When the word "المطحن" shows up in a line of the records below, copy that line.
═══ Supplied material
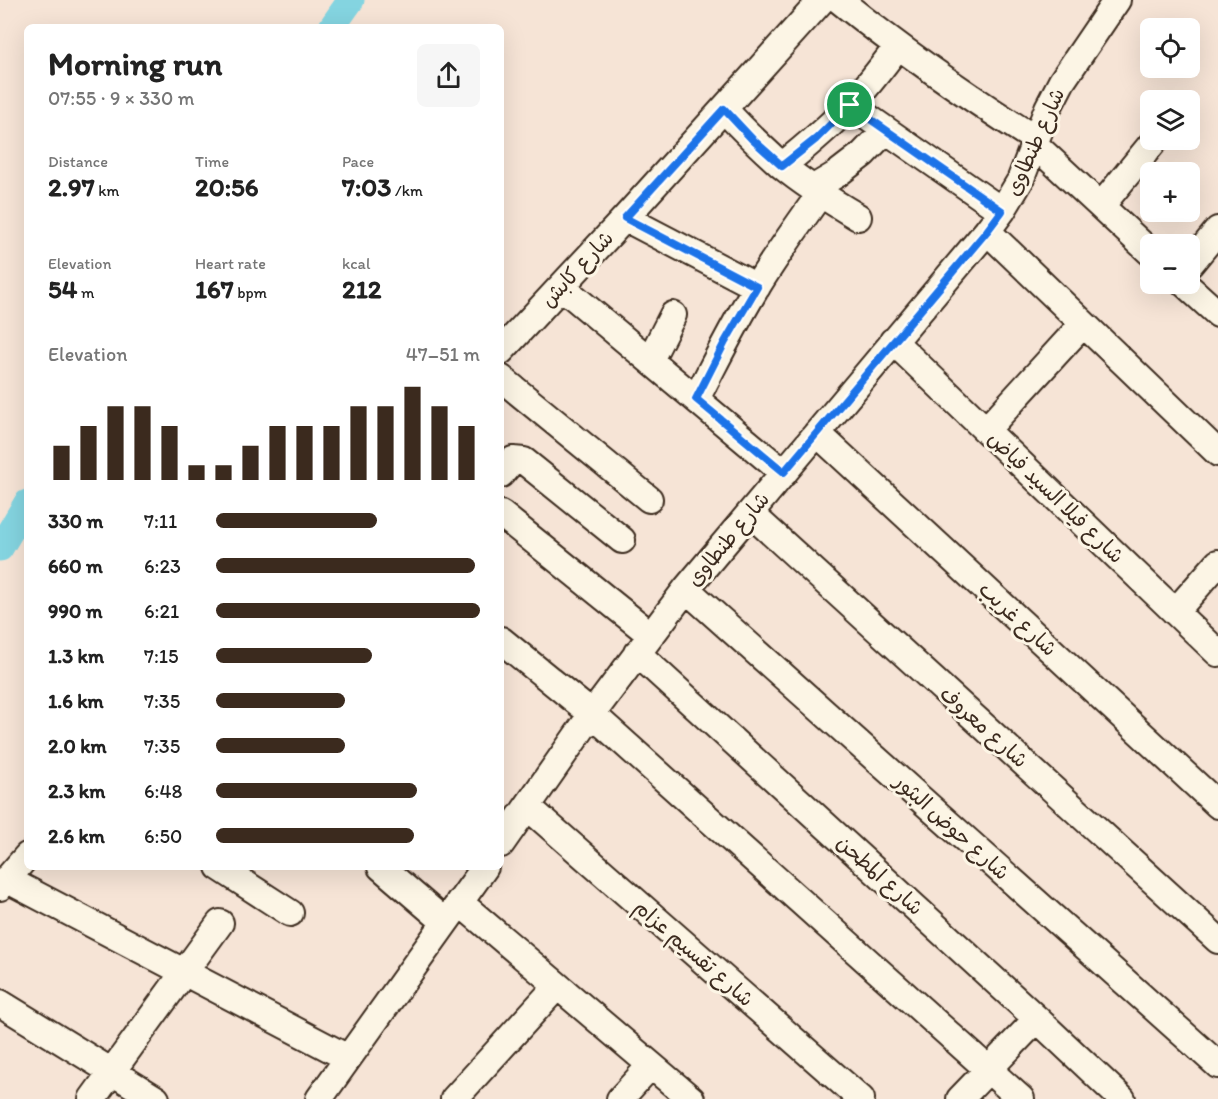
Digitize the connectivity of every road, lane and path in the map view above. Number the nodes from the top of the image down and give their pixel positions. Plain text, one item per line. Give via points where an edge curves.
1 (822, 0) edge
2 (839, 0) edge
3 (1108, 3) edge
4 (898, 46) junction
5 (850, 105) junction
6 (724, 109) junction
7 (886, 130) junction
8 (1034, 142) junction
9 (1147, 150) edge
10 (782, 166) junction
11 (816, 191) junction
12 (1101, 206) junction
13 (1002, 211) junction
14 (858, 217) dead end
15 (625, 218) junction
16 (1218, 230) edge
17 (987, 231) junction
18 (1140, 243) edge
19 (1200, 252) edge
20 (561, 287) junction
21 (757, 287) junction
22 (1196, 294) edge
23 (1218, 314) edge
24 (673, 315) dead end
25 (1083, 324) junction
26 (893, 341) junction
27 (504, 348) edge
28 (650, 360) junction
29 (504, 380) edge
30 (696, 399) junction
31 (986, 430) junction
32 (817, 433) junction
33 (1218, 453) edge
34 (504, 470) edge
35 (784, 472) junction
36 (650, 499) dead end
37 (750, 513) junction
38 (504, 517) edge
39 (622, 540) dead end
40 (1218, 563) edge
41 (686, 589) junction
42 (1175, 612) junction
43 (504, 642) edge
44 (644, 644) junction
45 (1218, 653) edge
46 (592, 714) junction
47 (1218, 805) edge
48 (516, 811) edge
49 (504, 837) edge
50 (24, 859) edge
51 (224, 870) edge
52 (386, 870) edge
53 (482, 870) edge
54 (3, 883) edge
55 (452, 912) junction
56 (290, 913) dead end
57 (220, 923) dead end
58 (1218, 940) edge
59 (185, 972) junction
60 (557, 986) junction
61 (0, 1003) edge
62 (1037, 1019) junction
63 (348, 1058) junction
64 (651, 1065) junction
65 (1218, 1065) edge
66 (988, 1070) junction
67 (112, 1072) junction
68 (92, 1099) edge
69 (156, 1099) edge
70 (319, 1099) edge
71 (454, 1099) edge
72 (620, 1099) edge
73 (691, 1099) edge
74 (861, 1099) edge
75 (960, 1099) edge
76 (1021, 1099) edge
77 (1122, 1099) edge

1 - 6 street, شارع كابش
2 - 4 street
3 - 8 street, شارع طنطاوى via 1062,81
4 - 5 street
4 - 8 street
5 - 7 street
5 - 10 street
6 - 10 street
6 - 15 street, شارع كابش
7 - 11 street
7 - 13 street
8 - 12 street
8 - 13 street, شارع طنطاوى via 1020,181
9 - 12 street
10 - 11 street
11 - 14 street
11 - 21 street
12 - 18 street
13 - 17 street, شارع طنطاوى
15 - 20 street, شارع كابش
15 - 21 street
16 - 19 street
17 - 25 street
17 - 26 street, شارع طنطاوى
20 - 27 street, شارع كابش
20 - 28 street
21 - 30 street
22 - 23 street
24 - 28 street
25 - 31 street
25 - 33 street
26 - 31 street, شارع فيلا السيد فياض
26 - 32 street, شارع طنطاوى
28 - 30 street
29 - 36 street
30 - 35 street
31 - 42 street, شارع فيلا السيد فياض
32 - 35 street, شارع طنطاوى
32 - 47 street, شارع غريب
34 - 39 street via 513,460 524,460
35 - 37 street, شارع طنطاوى
37 - 41 street, شارع طنطاوى
37 - 58 street, شارع معروف
38 - 44 street, شارع المطحن
40 - 42 street
41 - 44 street, شارع طنطاوى
41 - 65 street, شارع حوض البثور
42 - 45 street, شارع فيلا السيد فياض
43 - 46 street
44 - 46 street, شارع طنطاوى
44 - 62 street, شارع المطحن
46 - 48 street, شارع طنطاوى
46 - 66 street
48 - 49 street, شارع طنطاوى
48 - 74 street, شارع تقسيم عزام
50 - 54 street
51 - 56 street
52 - 55 street
53 - 55 street
54 - 59 street
55 - 60 street
55 - 63 street
57 - 59 street
59 - 63 street
59 - 67 street
60 - 64 street
60 - 71 street
61 - 67 street
62 - 66 street
62 - 77 street, شارع المطحن
63 - 70 street
64 - 72 street
64 - 73 street
66 - 75 street
66 - 76 street
67 - 68 street
67 - 69 street

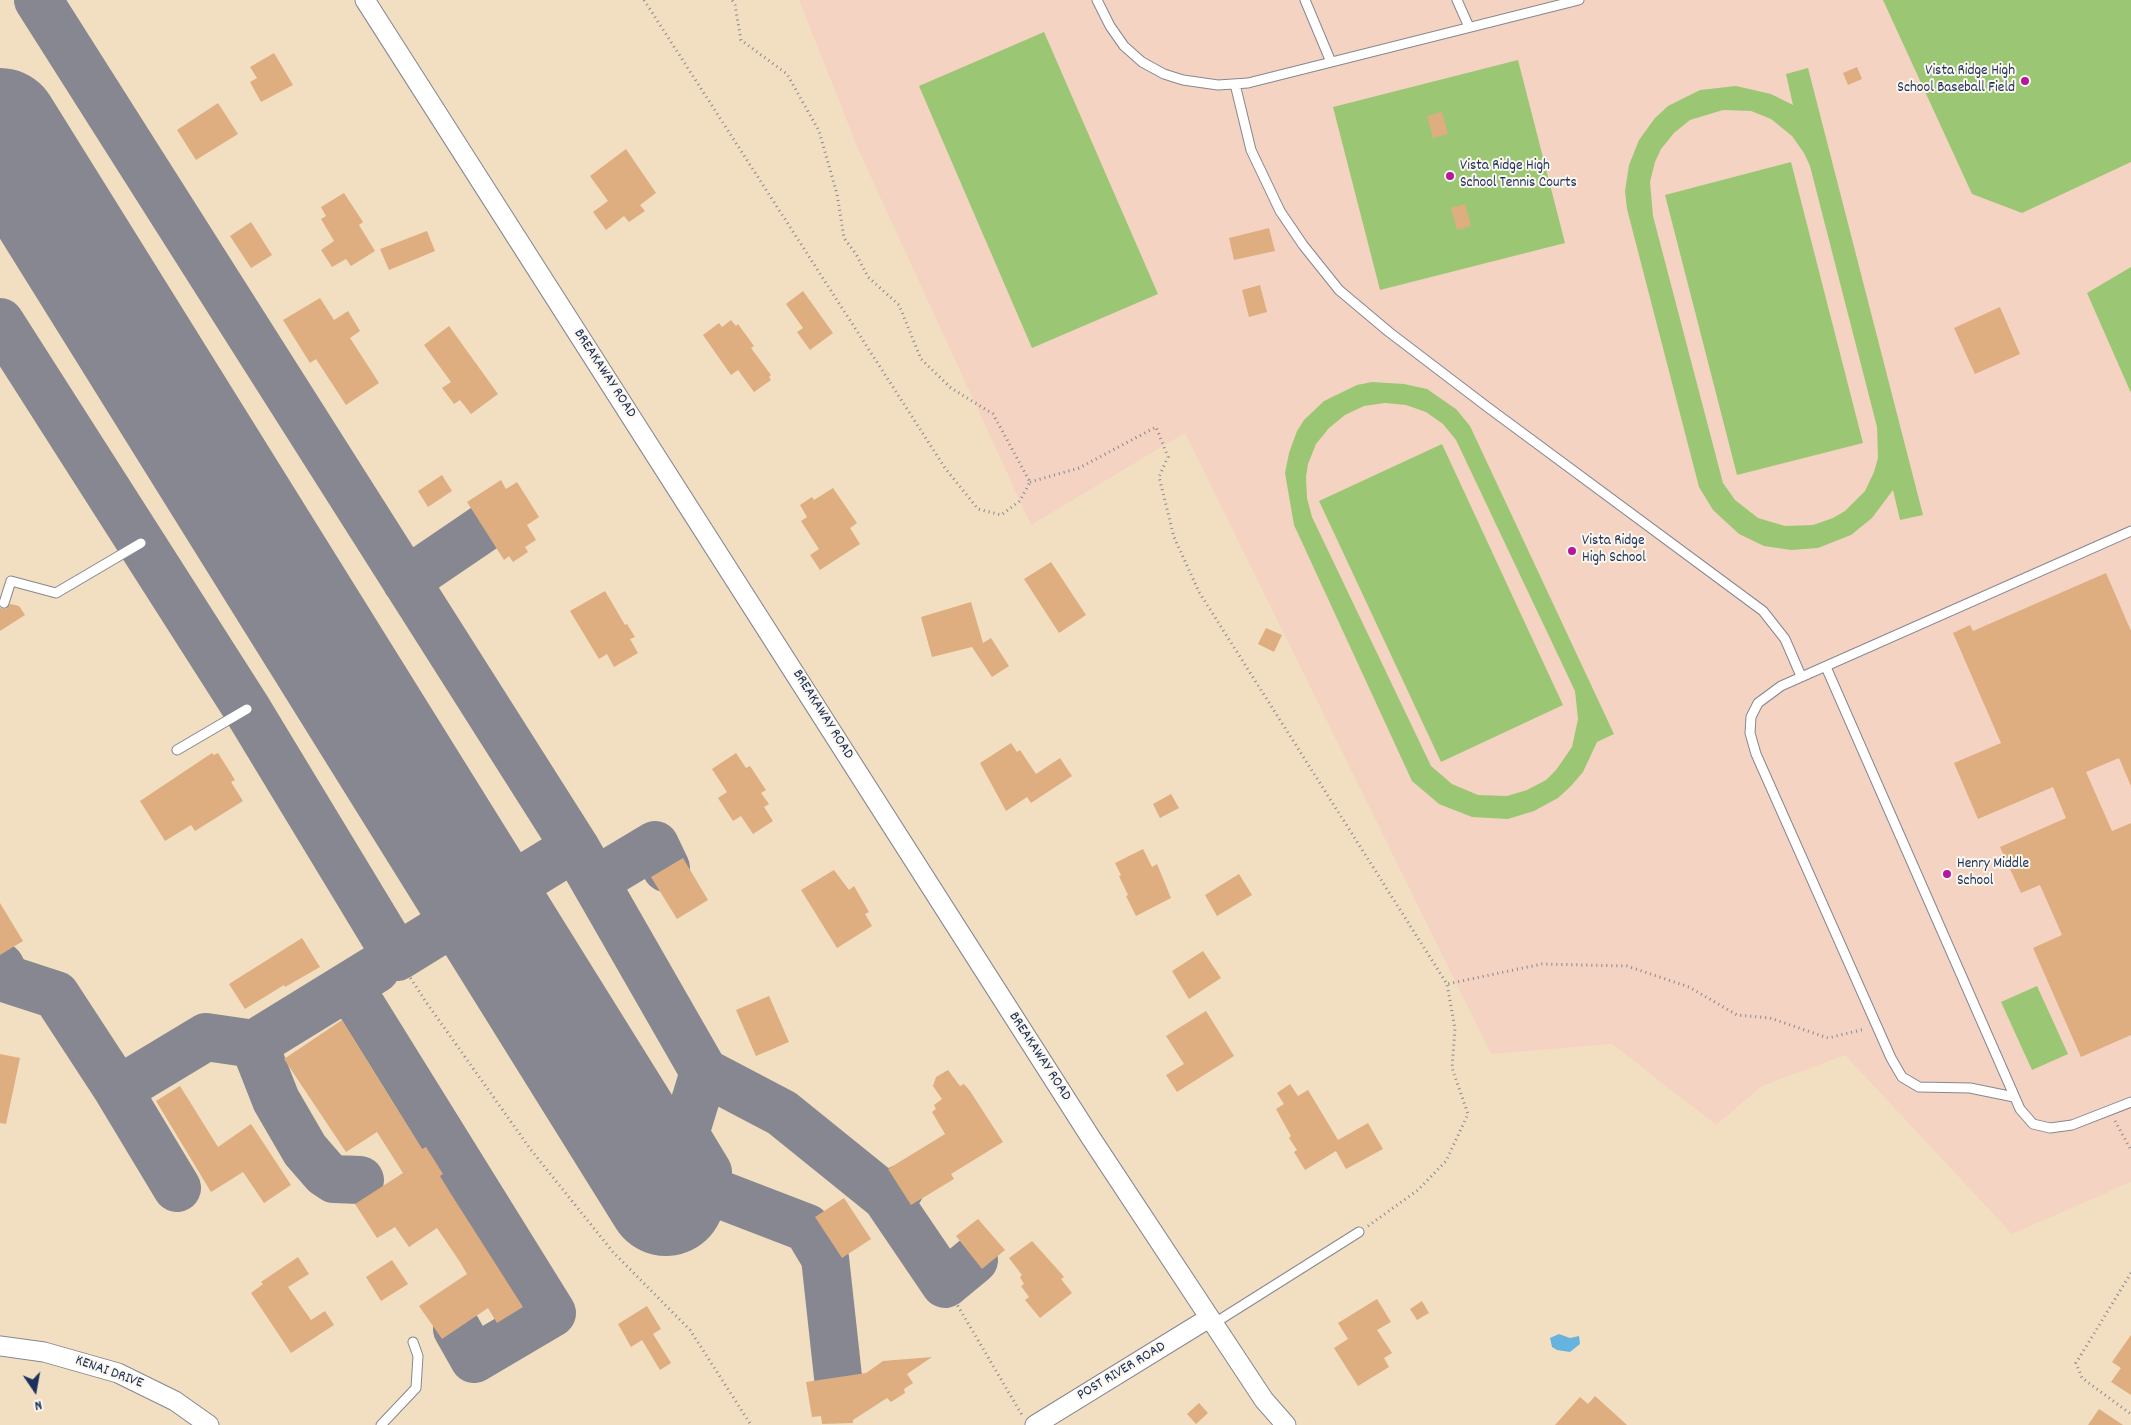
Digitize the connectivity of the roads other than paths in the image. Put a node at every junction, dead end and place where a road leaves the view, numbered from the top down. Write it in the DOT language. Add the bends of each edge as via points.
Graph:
graph roads {
  1 [pos="365,0"];
  2 [pos="1097,0"];
  3 [pos="1305,0"];
  4 [pos="1457,0"];
  5 [pos="1579,0"];
  6 [pos="1469,27"];
  7 [pos="1331,62"];
  8 [pos="1235,84"];
  9 [pos="2131,531"];
  10 [pos="141,542"];
  11 [pos="4,603"];
  12 [pos="1826,666"];
  13 [pos="1802,676"];
  14 [pos="247,709"];
  15 [pos="177,750"];
  16 [pos="2014,1097"];
  17 [pos="2131,1102"];
  18 [pos="1359,1232"];
  19 [pos="1211,1321"];
  20 [pos="413,1342"];
  21 [pos="0,1346"];
  22 [pos="1029,1421"];
  23 [pos="209,1425"];
  24 [pos="381,1425"];
  25 [pos="1286,1425"];
  1 -- 19 [label="street, BREAKAWAY ROAD"];
  2 -- 8 [label="lane" via="1124,46 1142,62 1164,74 1190,82"];
  3 -- 7 [label="lane"];
  4 -- 6 [label="lane"];
  5 -- 6 [label="lane"];
  6 -- 7 [label="lane"];
  7 -- 8 [label="lane"];
  8 -- 13 [label="lane" via="1251,150 1280,211 1339,290 1388,332 1763,611 1786,639"];
  9 -- 12 [label="lane"];
  10 -- 11 [label="lane" via="56,593 11,581"];
  12 -- 13 [label="lane"];
  12 -- 16 [label="lane"];
  13 -- 16 [label="lane" via="1758,702 1751,717 1750,733 1756,754 1891,1058 1902,1077 1920,1086 1970,1088"];
  14 -- 15 [label="lane"];
  16 -- 17 [label="lane" via="2033,1124 2050,1128 2072,1125"];
  18 -- 19 [label="lane"];
  19 -- 22 [label="street, POST RIVER ROAD"];
  19 -- 25 [label="street, BREAKAWAY ROAD" via="1264,1400"];
  20 -- 24 [label="lane" via="418,1356 416,1388"];
  21 -- 23 [label="street, KENAI DRIVE" via="44,1352 118,1373 175,1401"];
}
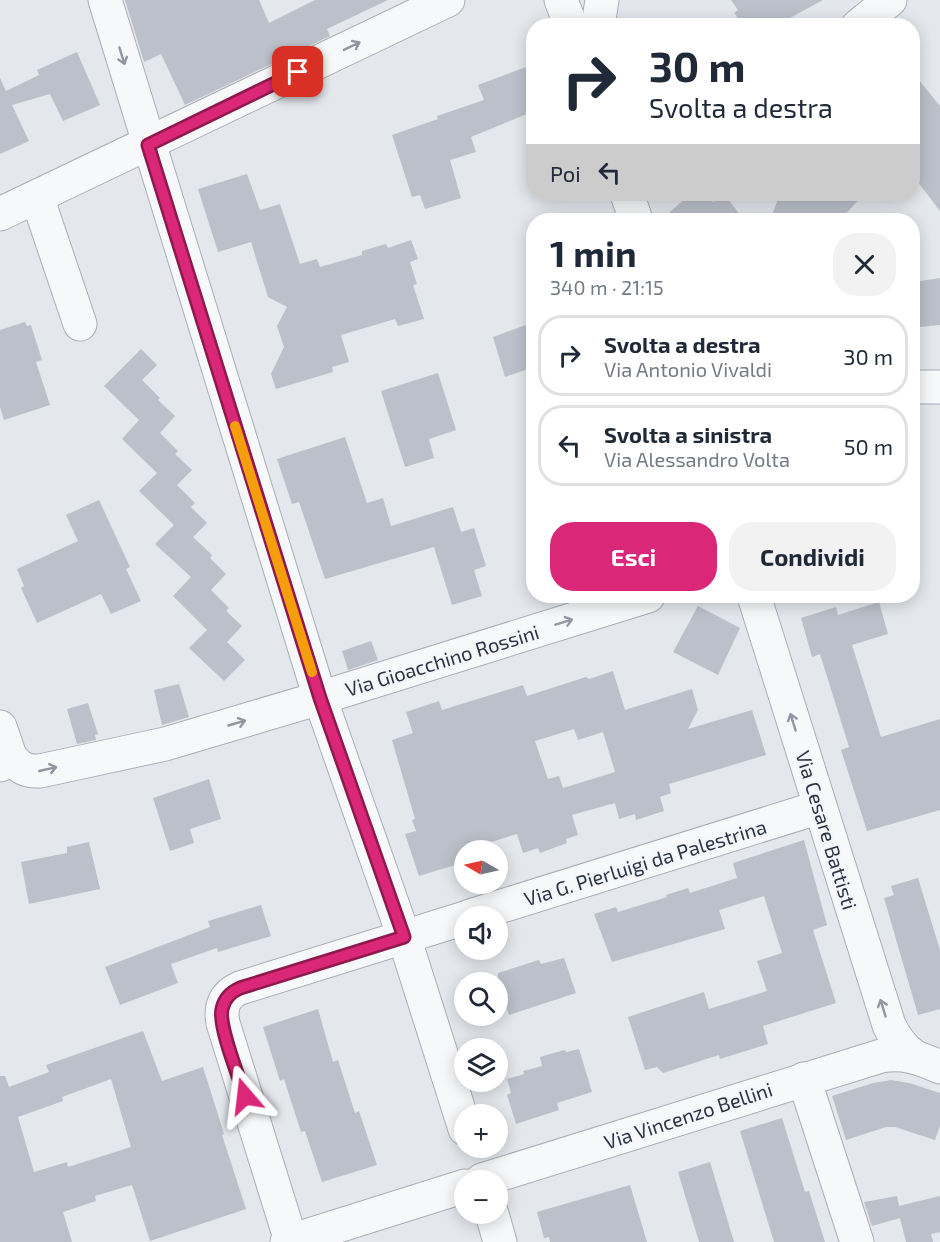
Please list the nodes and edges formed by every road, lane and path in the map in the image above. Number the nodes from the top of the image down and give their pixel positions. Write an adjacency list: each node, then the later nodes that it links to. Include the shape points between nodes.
1 (105, 0): 9 (street, one-way to 9)
2 (448, 0): 9 (street, one-way to 2)
3 (561, 0): 6 (street)
4 (602, 0): 7 (street)
5 (890, 0): 8 (street)
6 (568, 18)
7 (599, 18)
8 (868, 18)
9 (148, 145): 10 (street); 17 (street)
10 (37, 197): 11 (street); 12 (street)
11 (0, 214)
12 (80, 324)
13 (920, 387): 14 (street)
14 (940, 387)
15 (625, 603): 17 (street, Via Gioacchino Rossini, one-way to 15)
16 (756, 603): 19 (street, Via Cesare Battisti, one-way to 16)
17 (320, 698): 18 (street, Via Gioacchino Rossini, one-way to 17, via 21,767 30,772 40,771 165,744); 22 (street)
18 (3, 749)
19 (820, 807): 20 (street, Via G. Pierluigi da Palestrina); 23 (street, Via Cesare Battisti, one-way to 19, via 888,1025)
20 (502, 906)
21 (454, 921): 22 (street)
22 (404, 937): 25 (street); 29 (street, via 240,988 224,1002 222,1023)
23 (916, 1059): 24 (street, Via Vincenzo Bellini, via 881,1056)
24 (804, 1079): 26 (street, Via Vincenzo Bellini); 31 (street)
25 (457, 1104)
26 (508, 1172)
27 (454, 1189): 29 (street)
28 (495, 1224): 30 (street)
29 (289, 1241)
30 (500, 1242)
31 (857, 1242)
══════
The answer |
38 - 44 street, شارع المطحن
44 - 62 street, شارع المطحن
62 - 77 street, شارع المطحن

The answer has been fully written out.